(Extracted entries Opens)

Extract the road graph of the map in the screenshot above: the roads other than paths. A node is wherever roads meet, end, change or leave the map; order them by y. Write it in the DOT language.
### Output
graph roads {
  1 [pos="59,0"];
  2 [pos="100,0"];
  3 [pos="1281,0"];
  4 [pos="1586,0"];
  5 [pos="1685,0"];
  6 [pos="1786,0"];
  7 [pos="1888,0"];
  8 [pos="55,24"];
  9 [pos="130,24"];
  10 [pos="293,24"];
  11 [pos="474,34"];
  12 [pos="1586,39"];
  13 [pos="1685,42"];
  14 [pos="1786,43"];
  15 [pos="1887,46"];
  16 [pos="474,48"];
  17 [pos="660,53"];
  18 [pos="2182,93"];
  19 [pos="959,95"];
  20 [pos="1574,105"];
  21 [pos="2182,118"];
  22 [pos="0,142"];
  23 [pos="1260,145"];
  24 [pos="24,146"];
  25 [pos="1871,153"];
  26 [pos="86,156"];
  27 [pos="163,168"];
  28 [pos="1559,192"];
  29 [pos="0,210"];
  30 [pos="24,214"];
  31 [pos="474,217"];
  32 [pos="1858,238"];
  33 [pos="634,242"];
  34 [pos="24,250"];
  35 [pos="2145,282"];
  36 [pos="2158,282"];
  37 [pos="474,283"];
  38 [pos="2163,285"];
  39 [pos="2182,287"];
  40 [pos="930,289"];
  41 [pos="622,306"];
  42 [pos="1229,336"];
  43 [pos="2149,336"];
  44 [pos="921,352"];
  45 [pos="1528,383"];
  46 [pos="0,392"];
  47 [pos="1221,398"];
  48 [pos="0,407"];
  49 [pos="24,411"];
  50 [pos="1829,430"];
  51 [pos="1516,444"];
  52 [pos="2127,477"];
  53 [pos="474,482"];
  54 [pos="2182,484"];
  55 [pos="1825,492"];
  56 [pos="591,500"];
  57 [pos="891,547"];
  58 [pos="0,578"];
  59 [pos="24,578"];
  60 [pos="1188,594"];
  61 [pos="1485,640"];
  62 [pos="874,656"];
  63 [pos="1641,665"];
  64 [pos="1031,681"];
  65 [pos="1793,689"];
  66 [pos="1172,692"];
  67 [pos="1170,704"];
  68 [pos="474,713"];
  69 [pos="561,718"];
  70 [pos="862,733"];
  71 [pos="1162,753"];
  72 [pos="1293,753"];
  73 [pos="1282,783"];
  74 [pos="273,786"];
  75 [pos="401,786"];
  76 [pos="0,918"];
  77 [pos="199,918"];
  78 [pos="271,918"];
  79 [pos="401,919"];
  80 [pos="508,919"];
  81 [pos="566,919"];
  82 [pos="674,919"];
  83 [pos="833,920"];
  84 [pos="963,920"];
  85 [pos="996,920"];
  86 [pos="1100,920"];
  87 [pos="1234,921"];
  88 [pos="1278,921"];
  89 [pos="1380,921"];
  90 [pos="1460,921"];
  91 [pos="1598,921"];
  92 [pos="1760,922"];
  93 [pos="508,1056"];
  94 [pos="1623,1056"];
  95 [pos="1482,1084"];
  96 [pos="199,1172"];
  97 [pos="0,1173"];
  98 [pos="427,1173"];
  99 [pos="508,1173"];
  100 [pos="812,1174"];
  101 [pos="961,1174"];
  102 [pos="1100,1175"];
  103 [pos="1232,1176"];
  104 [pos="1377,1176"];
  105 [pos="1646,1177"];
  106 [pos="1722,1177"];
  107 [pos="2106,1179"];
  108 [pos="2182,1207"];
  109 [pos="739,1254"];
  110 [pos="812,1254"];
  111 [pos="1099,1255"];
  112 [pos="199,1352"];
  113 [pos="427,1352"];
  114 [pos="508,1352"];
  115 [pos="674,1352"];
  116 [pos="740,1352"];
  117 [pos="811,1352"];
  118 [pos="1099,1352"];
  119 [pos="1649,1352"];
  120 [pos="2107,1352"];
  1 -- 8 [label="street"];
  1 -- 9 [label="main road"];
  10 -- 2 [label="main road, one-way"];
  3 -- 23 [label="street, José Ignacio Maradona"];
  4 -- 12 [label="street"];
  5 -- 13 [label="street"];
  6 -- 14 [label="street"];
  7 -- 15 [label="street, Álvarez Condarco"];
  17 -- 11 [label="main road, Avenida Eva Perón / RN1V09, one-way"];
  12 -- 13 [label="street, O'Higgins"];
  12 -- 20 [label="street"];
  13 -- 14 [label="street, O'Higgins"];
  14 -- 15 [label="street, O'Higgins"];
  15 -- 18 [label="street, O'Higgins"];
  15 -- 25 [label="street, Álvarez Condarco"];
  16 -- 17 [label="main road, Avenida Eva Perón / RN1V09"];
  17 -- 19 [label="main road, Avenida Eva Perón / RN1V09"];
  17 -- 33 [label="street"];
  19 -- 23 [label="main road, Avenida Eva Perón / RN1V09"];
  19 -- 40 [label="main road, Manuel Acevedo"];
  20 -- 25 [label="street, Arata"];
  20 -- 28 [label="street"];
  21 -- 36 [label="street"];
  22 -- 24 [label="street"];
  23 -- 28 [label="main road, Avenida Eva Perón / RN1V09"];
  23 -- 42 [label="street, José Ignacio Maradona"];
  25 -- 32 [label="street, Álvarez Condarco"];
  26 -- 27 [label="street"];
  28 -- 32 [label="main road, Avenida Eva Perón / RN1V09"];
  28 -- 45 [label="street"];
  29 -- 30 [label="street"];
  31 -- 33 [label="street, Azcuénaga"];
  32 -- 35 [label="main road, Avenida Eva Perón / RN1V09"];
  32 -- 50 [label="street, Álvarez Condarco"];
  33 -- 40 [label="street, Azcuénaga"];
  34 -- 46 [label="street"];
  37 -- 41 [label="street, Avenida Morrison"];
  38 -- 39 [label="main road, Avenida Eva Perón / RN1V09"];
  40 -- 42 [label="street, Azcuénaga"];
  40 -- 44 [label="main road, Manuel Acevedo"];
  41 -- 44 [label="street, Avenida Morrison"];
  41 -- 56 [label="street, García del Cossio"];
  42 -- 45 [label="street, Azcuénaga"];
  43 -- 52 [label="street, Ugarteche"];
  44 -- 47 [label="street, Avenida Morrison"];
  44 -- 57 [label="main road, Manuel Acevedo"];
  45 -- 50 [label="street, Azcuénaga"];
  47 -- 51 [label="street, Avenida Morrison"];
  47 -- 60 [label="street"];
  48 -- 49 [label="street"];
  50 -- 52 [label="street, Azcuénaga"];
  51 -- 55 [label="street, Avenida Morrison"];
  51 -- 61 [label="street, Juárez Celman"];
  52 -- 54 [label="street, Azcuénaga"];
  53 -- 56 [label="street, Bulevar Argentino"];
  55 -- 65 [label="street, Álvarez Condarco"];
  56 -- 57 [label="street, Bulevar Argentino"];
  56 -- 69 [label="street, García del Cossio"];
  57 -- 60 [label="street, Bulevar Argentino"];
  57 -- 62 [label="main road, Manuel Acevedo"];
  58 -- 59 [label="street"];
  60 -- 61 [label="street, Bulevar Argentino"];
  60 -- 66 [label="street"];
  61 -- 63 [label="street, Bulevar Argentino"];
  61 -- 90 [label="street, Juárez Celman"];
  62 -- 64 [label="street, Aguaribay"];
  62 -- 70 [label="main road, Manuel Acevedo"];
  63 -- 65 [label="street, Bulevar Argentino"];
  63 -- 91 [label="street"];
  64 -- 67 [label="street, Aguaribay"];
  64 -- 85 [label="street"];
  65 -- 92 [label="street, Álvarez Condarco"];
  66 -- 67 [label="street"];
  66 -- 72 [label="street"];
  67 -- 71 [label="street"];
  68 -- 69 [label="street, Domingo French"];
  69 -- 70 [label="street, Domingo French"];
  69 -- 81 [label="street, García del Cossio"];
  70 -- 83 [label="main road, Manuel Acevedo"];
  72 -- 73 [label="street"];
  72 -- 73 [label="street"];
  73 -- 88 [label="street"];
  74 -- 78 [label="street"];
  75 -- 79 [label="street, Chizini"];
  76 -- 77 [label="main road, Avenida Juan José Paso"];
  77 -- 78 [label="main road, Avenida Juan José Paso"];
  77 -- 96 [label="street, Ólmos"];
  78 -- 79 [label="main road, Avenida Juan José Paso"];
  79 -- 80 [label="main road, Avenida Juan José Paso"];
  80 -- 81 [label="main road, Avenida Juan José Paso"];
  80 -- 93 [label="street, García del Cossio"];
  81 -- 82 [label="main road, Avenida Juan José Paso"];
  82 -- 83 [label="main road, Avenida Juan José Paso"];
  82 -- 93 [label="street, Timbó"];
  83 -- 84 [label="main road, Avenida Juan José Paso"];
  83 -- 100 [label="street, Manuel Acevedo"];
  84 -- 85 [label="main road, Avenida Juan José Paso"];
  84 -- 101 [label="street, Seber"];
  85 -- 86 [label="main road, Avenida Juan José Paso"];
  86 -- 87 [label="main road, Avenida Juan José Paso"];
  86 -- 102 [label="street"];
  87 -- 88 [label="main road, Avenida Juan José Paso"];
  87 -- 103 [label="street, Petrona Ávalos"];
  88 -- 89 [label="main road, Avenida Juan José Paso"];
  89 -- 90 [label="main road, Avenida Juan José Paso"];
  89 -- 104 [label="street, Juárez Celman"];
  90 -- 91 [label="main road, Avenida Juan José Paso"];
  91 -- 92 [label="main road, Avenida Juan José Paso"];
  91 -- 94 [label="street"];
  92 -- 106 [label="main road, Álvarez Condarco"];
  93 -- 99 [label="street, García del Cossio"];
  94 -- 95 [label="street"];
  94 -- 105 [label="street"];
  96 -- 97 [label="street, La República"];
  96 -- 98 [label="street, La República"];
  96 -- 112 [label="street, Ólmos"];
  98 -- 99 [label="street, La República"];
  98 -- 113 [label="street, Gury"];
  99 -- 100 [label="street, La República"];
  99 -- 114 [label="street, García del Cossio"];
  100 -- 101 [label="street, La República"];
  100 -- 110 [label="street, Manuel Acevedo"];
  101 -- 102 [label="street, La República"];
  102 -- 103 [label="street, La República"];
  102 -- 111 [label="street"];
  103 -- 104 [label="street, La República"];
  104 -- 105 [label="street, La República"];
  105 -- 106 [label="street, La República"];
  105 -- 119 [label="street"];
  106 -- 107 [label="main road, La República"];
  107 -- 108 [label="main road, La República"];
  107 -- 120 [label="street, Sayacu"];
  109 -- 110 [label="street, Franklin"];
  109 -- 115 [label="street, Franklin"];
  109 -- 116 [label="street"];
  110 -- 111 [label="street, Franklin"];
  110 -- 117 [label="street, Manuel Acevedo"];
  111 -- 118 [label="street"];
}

(Extracted entries Closes)

**Task prompt:** Search the records for the string "Condarco" and report each line that has it.

**Exercise solution:**
  7 -- 15 [label="street, Álvarez Condarco"];
  15 -- 25 [label="street, Álvarez Condarco"];
  25 -- 32 [label="street, Álvarez Condarco"];
  32 -- 50 [label="street, Álvarez Condarco"];
  55 -- 65 [label="street, Álvarez Condarco"];
  65 -- 92 [label="street, Álvarez Condarco"];
  92 -- 106 [label="main road, Álvarez Condarco"];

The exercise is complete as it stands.